Pandangan zoon politikon ditemukan dalam pandangan filsafat
politiknya Aristoteles yang memberikan banyak kontribusi pada pandangan
filsafat politik setelahnya. Ambil contoh seperti al-Farabi dalam dunia islam,
menulis pandangan politiknya dalam buku al-Madinah
al-Fadilah (Negara Utama)
yang terinspirasi Aristoteles. Di sini, penulis ingin menakar hubungan antara
manusia sebagai zoon politikon dan perkembangannya dalam pembentukan
sebuah negara (polis) dan sebuah konstitusi sebagai regulasi politik. Di
sisi lain, moralitas menjadi pandangan Aristoteles yang sangat penting dalam
melihat perkembangan politik di atas.
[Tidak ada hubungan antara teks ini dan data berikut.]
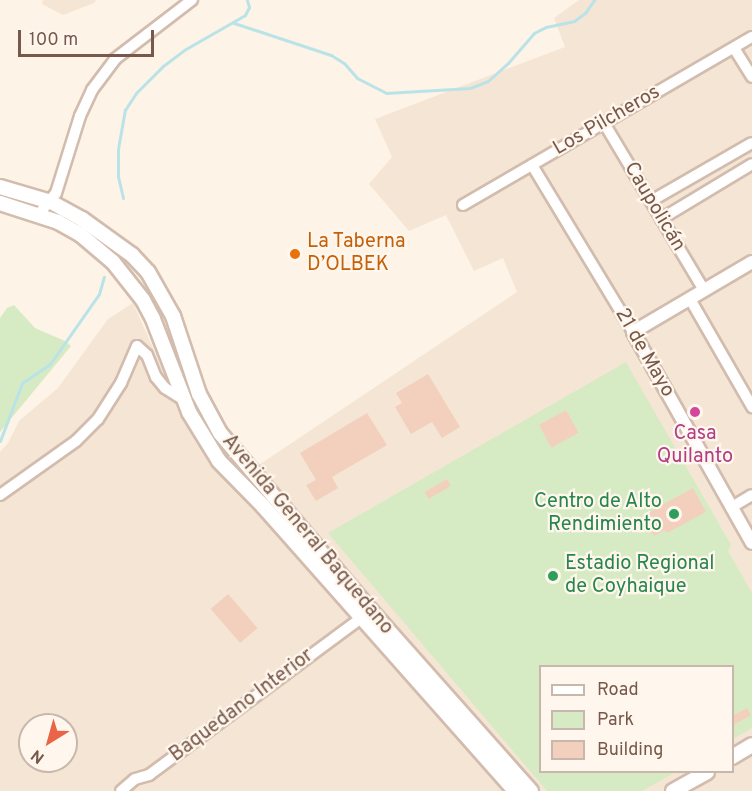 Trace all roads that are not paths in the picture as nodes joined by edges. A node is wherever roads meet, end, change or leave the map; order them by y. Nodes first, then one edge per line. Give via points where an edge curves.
1 (192, 0) edge
2 (752, 37) edge
3 (734, 48) junction
4 (752, 77) edge
5 (604, 123) junction
6 (752, 143) edge
7 (752, 164) edge
8 (532, 165) junction
9 (0, 187) edge
10 (651, 201) junction
11 (51, 202) junction
12 (0, 203) edge
13 (463, 205) dead end
14 (39, 214) junction
15 (661, 219) junction
16 (752, 262) edge
17 (704, 290) junction
18 (690, 299) junction
19 (633, 332) junction
20 (184, 400) junction
21 (752, 407) edge
22 (0, 495) edge
23 (752, 495) edge
24 (732, 507) junction
25 (752, 543) edge
26 (361, 618) junction
27 (752, 745) edge
28 (734, 755) edge
29 (703, 773) edge
30 (121, 791) edge
31 (515, 791) edge
32 (531, 791) edge
33 (673, 791) edge

1 - 11 street via 115,59 92,90
2 - 3 street, Los Pilcheros
3 - 4 street
3 - 5 street, Los Pilcheros
5 - 8 street, Los Pilcheros
5 - 10 street, Caupolicán
6 - 10 street
7 - 15 street
8 - 13 street, Los Pilcheros
8 - 19 street, 21 de Mayo
9 - 11 main road, Avenida General Baquedano
10 - 15 street, Caupolicán
11 - 14 street
11 - 32 main road, Avenida General Baquedano via 104,233 148,272 173,316 199,394 220,433
12 - 14 main road, Avenida General Baquedano
14 - 20 main road, Avenida General Baquedano via 97,247 127,279 153,319
15 - 17 street, Caupolicán
16 - 17 street
17 - 18 street
18 - 19 street
18 - 21 street
19 - 24 street, 21 de Mayo
20 - 22 street via 165,388 147,355 137,346 121,383 98,419 76,441
20 - 26 main road, Avenida General Baquedano via 219,461
23 - 24 street
24 - 25 street, 21 de Mayo
26 - 30 street, Baquedano Interior via 149,775 135,779
26 - 31 main road, Avenida General Baquedano
27 - 28 main road
29 - 33 main road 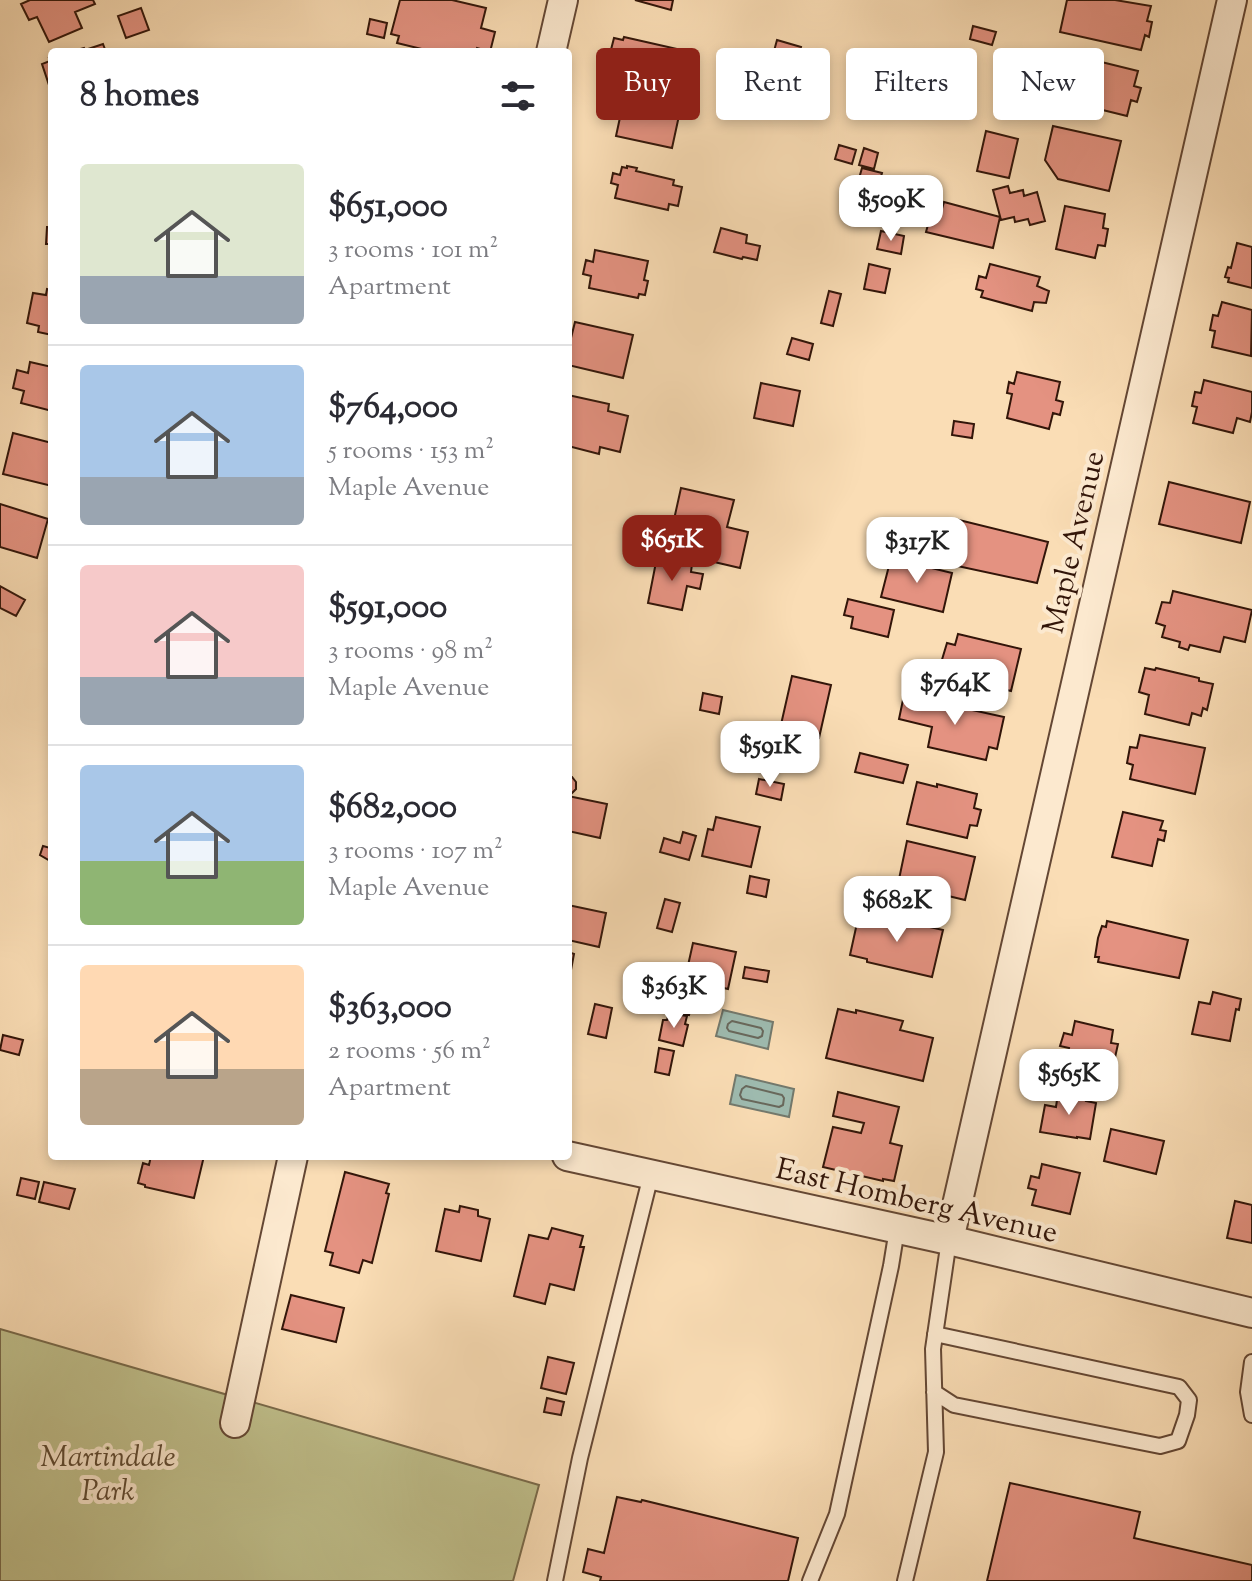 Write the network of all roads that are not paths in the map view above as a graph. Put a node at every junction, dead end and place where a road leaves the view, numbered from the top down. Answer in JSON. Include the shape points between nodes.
{"nodes":[{"id":1,"x":563,"y":0,"type":"edge"},
{"id":2,"x":1232,"y":0,"type":"edge"},
{"id":3,"x":552,"y":48,"type":"edge"},
{"id":4,"x":572,"y":1157,"type":"edge"},
{"id":5,"x":292,"y":1160,"type":"edge"},
{"id":6,"x":651,"y":1175,"type":"junction"},
{"id":7,"x":897,"y":1229,"type":"junction"},
{"id":8,"x":949,"y":1240,"type":"junction"},
{"id":9,"x":1252,"y":1313,"type":"edge"},
{"id":10,"x":935,"y":1334,"type":"junction"},
{"id":11,"x":1252,"y":1362,"type":"edge"},
{"id":12,"x":934,"y":1392,"type":"junction"},
{"id":13,"x":1252,"y":1415,"type":"edge"},
{"id":14,"x":235,"y":1423,"type":"dead end"},
{"id":15,"x":555,"y":1581,"type":"edge"},
{"id":16,"x":810,"y":1581,"type":"edge"},
{"id":17,"x":905,"y":1581,"type":"edge"}],
"edges":[{"from":1,"to":3,"type":"street"},
{"from":2,"to":8,"type":"street","name":"Maple Avenue"},
{"from":4,"to":6,"type":"street","name":"East Homberg Avenue"},
{"from":5,"to":14,"type":"street"},
{"from":6,"to":7,"type":"street","name":"East Homberg Avenue"},
{"from":6,"to":15,"type":"lane"},
{"from":7,"to":8,"type":"street","name":"East Homberg Avenue"},
{"from":7,"to":16,"type":"lane","via":[[837,1514]]},
{"from":8,"to":9,"type":"street","name":"East Homberg Avenue"},
{"from":8,"to":10,"type":"lane"},
{"from":10,"to":12,"type":"lane"},
{"from":10,"to":12,"type":"lane","via":[[1179,1387],[1189,1400],[1178,1441],[1160,1446],[954,1405]]},
{"from":11,"to":13,"type":"lane"},
{"from":12,"to":17,"type":"lane","via":[[936,1452]]}]}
Oleh sebab itu, keduanya tidak dapat
dipisahkan dalam praktek politik. Sebagaimana perkembangan politik sekarang,
nalar kritis terhadap pandangan Aristoteles di rasa masih sangat relevan jika
kita kontekstualisasikan atau dilakukan suatu perbandingan dengan masa
sekarang, khusunya di Indonesia.
Asal Usul Negara
Sebagai murid
dari Plato, Aristoteles berbeda dengan gurunya yang berpandangan idealistik.
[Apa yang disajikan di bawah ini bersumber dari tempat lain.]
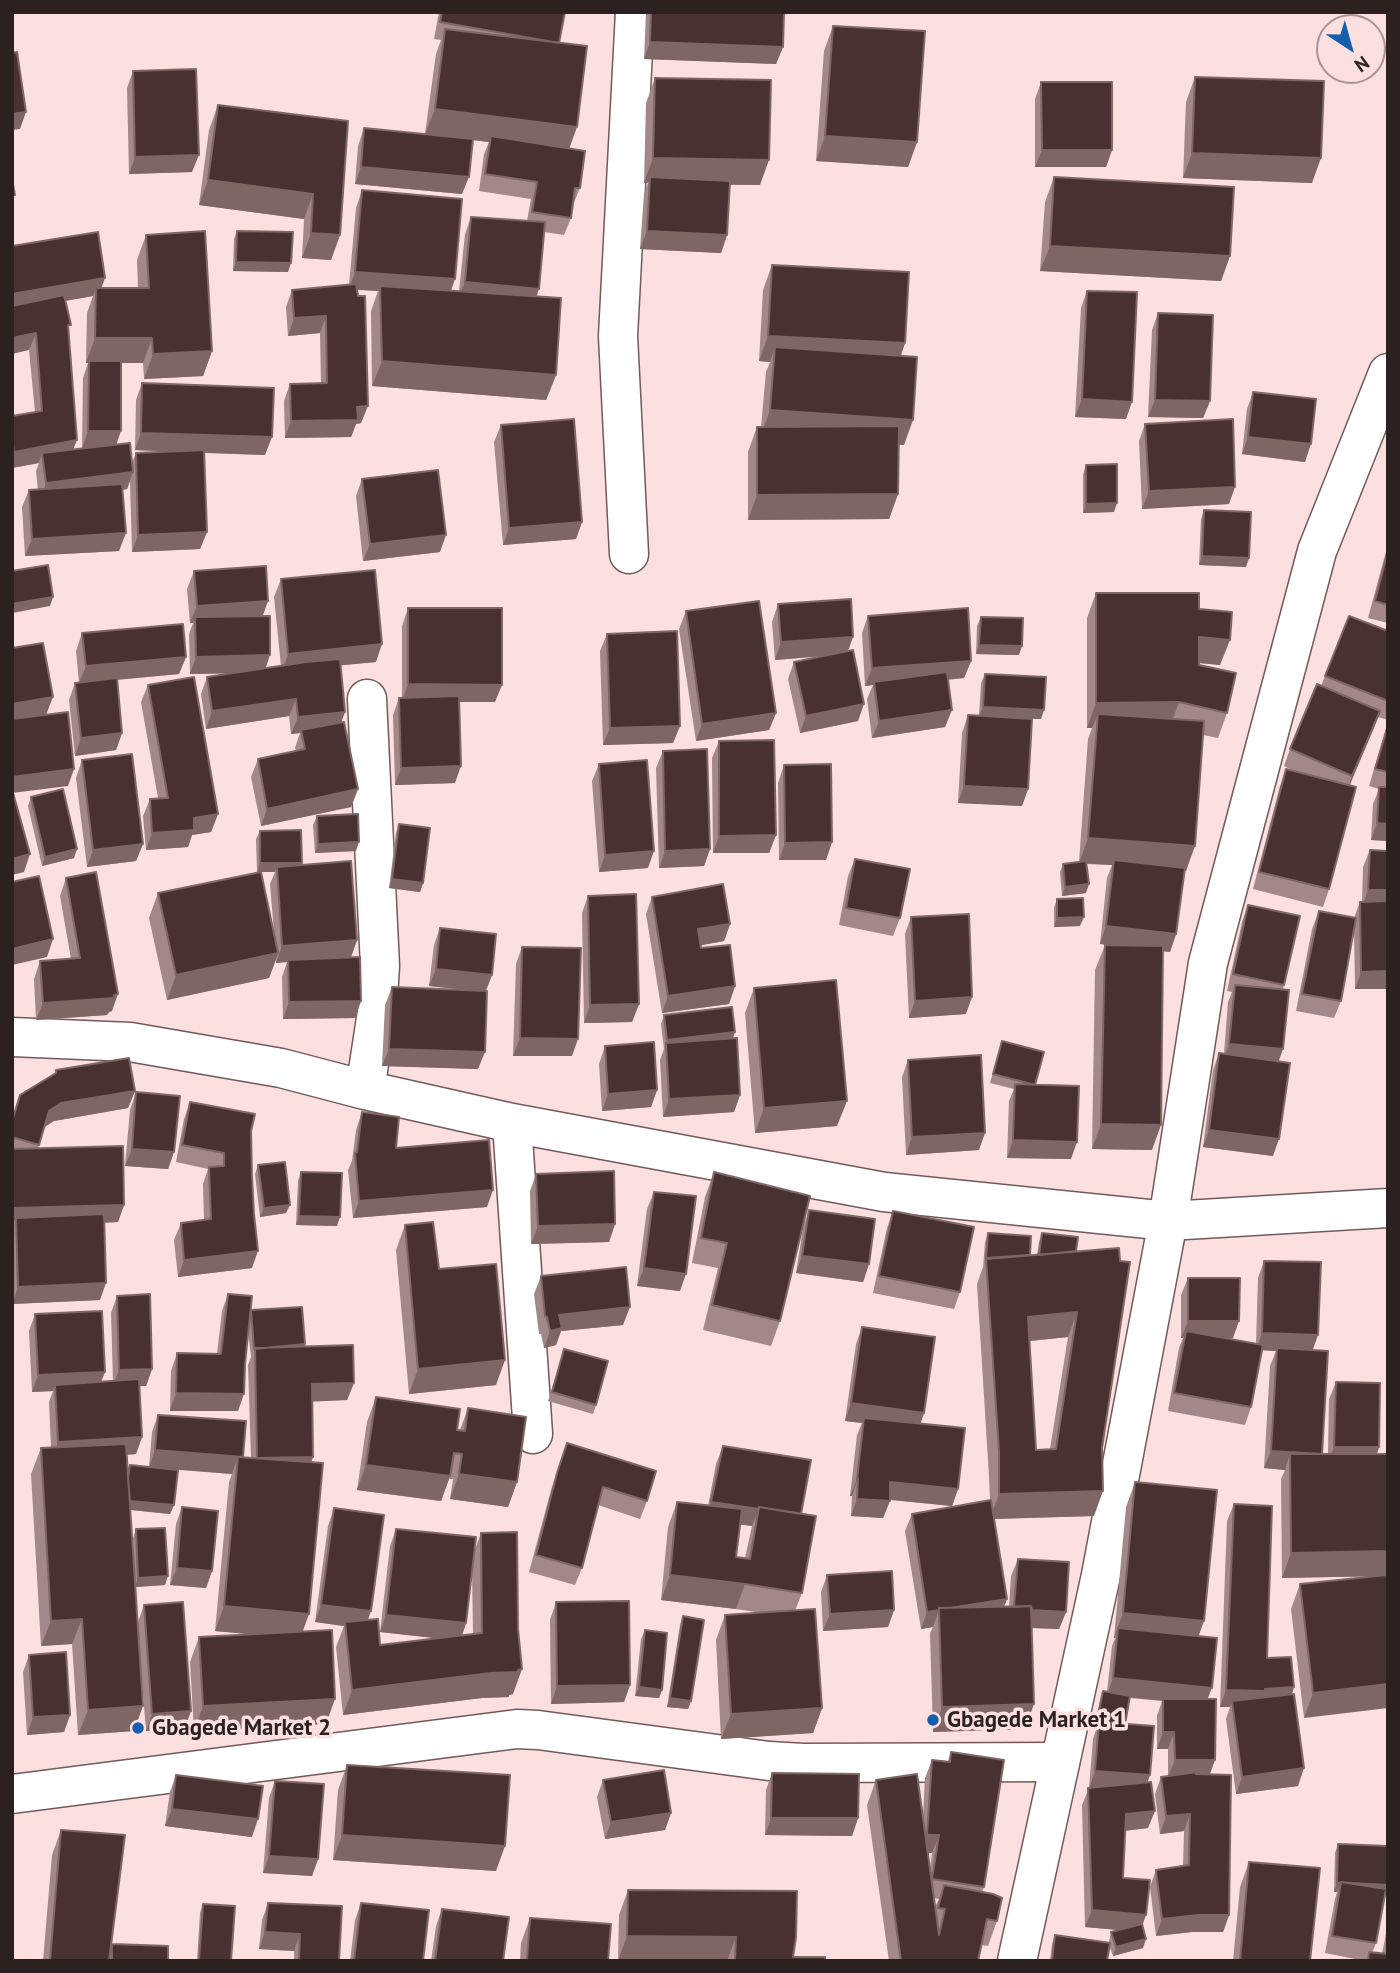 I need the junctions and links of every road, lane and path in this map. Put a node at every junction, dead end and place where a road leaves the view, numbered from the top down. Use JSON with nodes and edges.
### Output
{"nodes":[{"id":1,"x":635,"y":12,"type":"edge"},
{"id":2,"x":1388,"y":373,"type":"edge"},
{"id":3,"x":629,"y":554,"type":"dead end"},
{"id":4,"x":367,"y":699,"type":"dead end"},
{"id":5,"x":12,"y":1037,"type":"edge"},
{"id":6,"x":365,"y":1090,"type":"junction"},
{"id":7,"x":512,"y":1123,"type":"junction"},
{"id":8,"x":1388,"y":1208,"type":"edge"},
{"id":9,"x":1167,"y":1221,"type":"junction"},
{"id":10,"x":533,"y":1434,"type":"dead end"},
{"id":11,"x":1060,"y":1762,"type":"junction"},
{"id":12,"x":12,"y":1794,"type":"edge"},
{"id":13,"x":1017,"y":1961,"type":"edge"}],
"edges":[{"from":1,"to":3,"type":"street"},
{"from":2,"to":9,"type":"street"},
{"from":4,"to":6,"type":"street"},
{"from":5,"to":6,"type":"street"},
{"from":6,"to":7,"type":"street"},
{"from":7,"to":9,"type":"street"},
{"from":7,"to":10,"type":"street"},
{"from":8,"to":9,"type":"street"},
{"from":9,"to":11,"type":"street"},
{"from":11,"to":12,"type":"street"},
{"from":11,"to":13,"type":"street"}]}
Aristoteles adalah antitesa dari Plato yang seluruh pandangan filsafatnya
empiris-realis. Karya politik Aristoteles yang terkenal adalah Politics dan The
Athenian Constitution. Dalam
bukunya, Aristoteles menguraikan konsep-konsep dasar dalam ilmu politik seperti
asal mula negara, negara ideal, warga negara ideal, pembagian kekuasaan
politik, keadilan serta kedaulatan, penguasa yang ideal, konstitusi dan tentang
stabilitas sebuah negara.
Kemunculan
negara menurut Aristoteles tidak dapat dipisahkan dari watak manusia sendiri
atau ini merupakan insting sosial seseorang. Karena itu penyebutan manusia
adalah zoon politikon atau makhluk berpolitik. Dengan definisi seperti ini,
sebuah negara merupakan kepastian, karena merupakan sebuah sarana agar makhluk
berpolitik tersebut dapat berinteraksi dan beraktualisasi.
Negara
dalam bentuknya yang paling sederhana dianalogikan seperti sebuah keluarga.
Keluarga merupakan unit atau komponen negara yang paling sederhana dan yang
paling paripurna adalah negara. Hubungan antar keluarga membentuk sebuah desa
sebagai komponen yang menyatukan antar keluarga berdasarkan kebutuhan
masing-masing. Di sini, kebutuhan menjadi landasan hubungan sebuah negara,
karena kebutuhan tentunya mensyaratkan ketergantungan pada keluarga lain dan
begitu seterusnya.
Bentuk-bentuk
Negara dan Konstitusi
Negara
ideal menurut Aristoteles adalah polis atau negara kota. Negara bentuk polis memiliki bayangan sebuah negara yang
tidak terlalu besar dan kecil. Tentang kekuasaan negara polis, Aristoteles berpendapat
bahwa karena negara merupakan tingkat tertingi maka ia memiliki kekuasaan
mutlak atau absolut. Tujuan negara menurut Aristoteles pada prinsipnya sama
dengan tujuan manusia yaitu agar mencapai kebahagiaan. Maka negara oleh sebab
itu bertugas untuk dan mengusahakan kebahagiaan dan kesejahteraan penduduknya.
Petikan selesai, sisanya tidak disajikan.